Sky Smith knocked on the headmaster’s door nervously. Why had she been summoned in the middle of afternoon lessons? She had done nothing wrong. She was a conscientious student, always getting top marks in all her subjects. She was never involved in fights or smoking, or any of the illicit things that went on in school. People who got called out of lessons were usually in trouble.
Mr Chandra called out to ‘enter’ and she pushed open the door. She was startled to see, in addition to the headmaster, her mother and a man in a suit who had a disturbingly official air about him.
“Come in, Sky,” Mr Chandra said in a voice he probably meant to sound reassuring. “Please take a seat.”
Sky sat on the seat next to her adopted mother, Sarah-Jane Smith. There was a rather awkward pause before Mr Chandra spoke again.”

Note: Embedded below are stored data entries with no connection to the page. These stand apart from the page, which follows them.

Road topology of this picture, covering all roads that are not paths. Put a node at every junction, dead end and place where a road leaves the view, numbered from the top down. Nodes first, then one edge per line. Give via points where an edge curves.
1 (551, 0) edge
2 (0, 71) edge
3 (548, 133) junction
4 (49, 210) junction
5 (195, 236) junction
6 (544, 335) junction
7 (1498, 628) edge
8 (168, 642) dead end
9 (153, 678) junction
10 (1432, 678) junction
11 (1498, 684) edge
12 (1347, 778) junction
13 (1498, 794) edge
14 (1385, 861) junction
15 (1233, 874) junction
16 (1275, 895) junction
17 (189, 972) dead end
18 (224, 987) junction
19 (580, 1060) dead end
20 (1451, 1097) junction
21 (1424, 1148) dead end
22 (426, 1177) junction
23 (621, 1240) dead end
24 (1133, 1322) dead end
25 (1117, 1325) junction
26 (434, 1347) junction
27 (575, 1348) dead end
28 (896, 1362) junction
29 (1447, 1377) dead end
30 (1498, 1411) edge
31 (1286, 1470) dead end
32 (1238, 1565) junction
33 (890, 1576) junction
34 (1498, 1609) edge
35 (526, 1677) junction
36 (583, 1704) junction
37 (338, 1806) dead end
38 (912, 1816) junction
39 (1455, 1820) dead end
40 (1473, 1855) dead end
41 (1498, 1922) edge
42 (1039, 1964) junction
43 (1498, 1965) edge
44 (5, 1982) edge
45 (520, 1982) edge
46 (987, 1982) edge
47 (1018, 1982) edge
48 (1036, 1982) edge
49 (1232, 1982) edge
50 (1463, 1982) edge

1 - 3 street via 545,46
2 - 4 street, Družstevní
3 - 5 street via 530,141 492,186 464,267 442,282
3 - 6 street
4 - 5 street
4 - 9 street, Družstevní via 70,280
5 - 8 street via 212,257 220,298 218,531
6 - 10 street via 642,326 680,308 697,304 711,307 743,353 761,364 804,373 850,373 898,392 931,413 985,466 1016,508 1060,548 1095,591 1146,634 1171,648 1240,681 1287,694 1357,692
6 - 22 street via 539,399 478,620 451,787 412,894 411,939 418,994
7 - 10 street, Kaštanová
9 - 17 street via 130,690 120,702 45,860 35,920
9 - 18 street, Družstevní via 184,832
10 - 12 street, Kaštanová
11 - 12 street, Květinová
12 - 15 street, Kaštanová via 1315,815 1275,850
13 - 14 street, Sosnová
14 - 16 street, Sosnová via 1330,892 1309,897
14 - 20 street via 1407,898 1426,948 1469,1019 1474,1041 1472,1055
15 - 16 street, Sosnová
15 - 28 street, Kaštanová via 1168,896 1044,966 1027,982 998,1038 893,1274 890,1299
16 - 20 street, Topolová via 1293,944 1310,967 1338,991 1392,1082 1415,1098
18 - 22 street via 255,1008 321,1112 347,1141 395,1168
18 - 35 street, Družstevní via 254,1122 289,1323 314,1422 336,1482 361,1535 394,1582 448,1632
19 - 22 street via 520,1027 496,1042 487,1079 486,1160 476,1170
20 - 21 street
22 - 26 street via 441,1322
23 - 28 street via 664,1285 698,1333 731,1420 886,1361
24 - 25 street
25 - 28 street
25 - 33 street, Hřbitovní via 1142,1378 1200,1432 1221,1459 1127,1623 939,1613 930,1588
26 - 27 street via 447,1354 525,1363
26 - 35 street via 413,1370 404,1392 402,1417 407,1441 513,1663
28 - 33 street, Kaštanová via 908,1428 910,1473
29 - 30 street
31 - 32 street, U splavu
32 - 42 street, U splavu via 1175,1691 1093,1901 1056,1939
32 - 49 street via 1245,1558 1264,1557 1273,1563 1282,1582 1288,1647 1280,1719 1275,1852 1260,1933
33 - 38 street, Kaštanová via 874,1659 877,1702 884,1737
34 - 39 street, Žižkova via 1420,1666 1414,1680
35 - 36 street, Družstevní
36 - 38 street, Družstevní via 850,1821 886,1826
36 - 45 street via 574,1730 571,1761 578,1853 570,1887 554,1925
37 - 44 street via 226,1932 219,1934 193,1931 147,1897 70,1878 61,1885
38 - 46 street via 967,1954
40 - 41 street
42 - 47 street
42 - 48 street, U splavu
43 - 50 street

“This is Detective Inspector Wilson. Now, don’t be scared. There is nothing for you to worry about at all. But the police are investigating the disappearance of Andrea Martin. I understand you have been friends with her since she started here at Park Vale in September....”
“Yes, sir,” Sky answered. “She is in foster care, and I know what that’s like, being in a new house and a new family, new school. I tried to be kind to her. But… she’s disappeared? When? How?”
“She left her foster home on Sunday afternoon,” DI Wilson explained. “Her foster mother didn’t realise that she had taken a bag with her… clothes, money….”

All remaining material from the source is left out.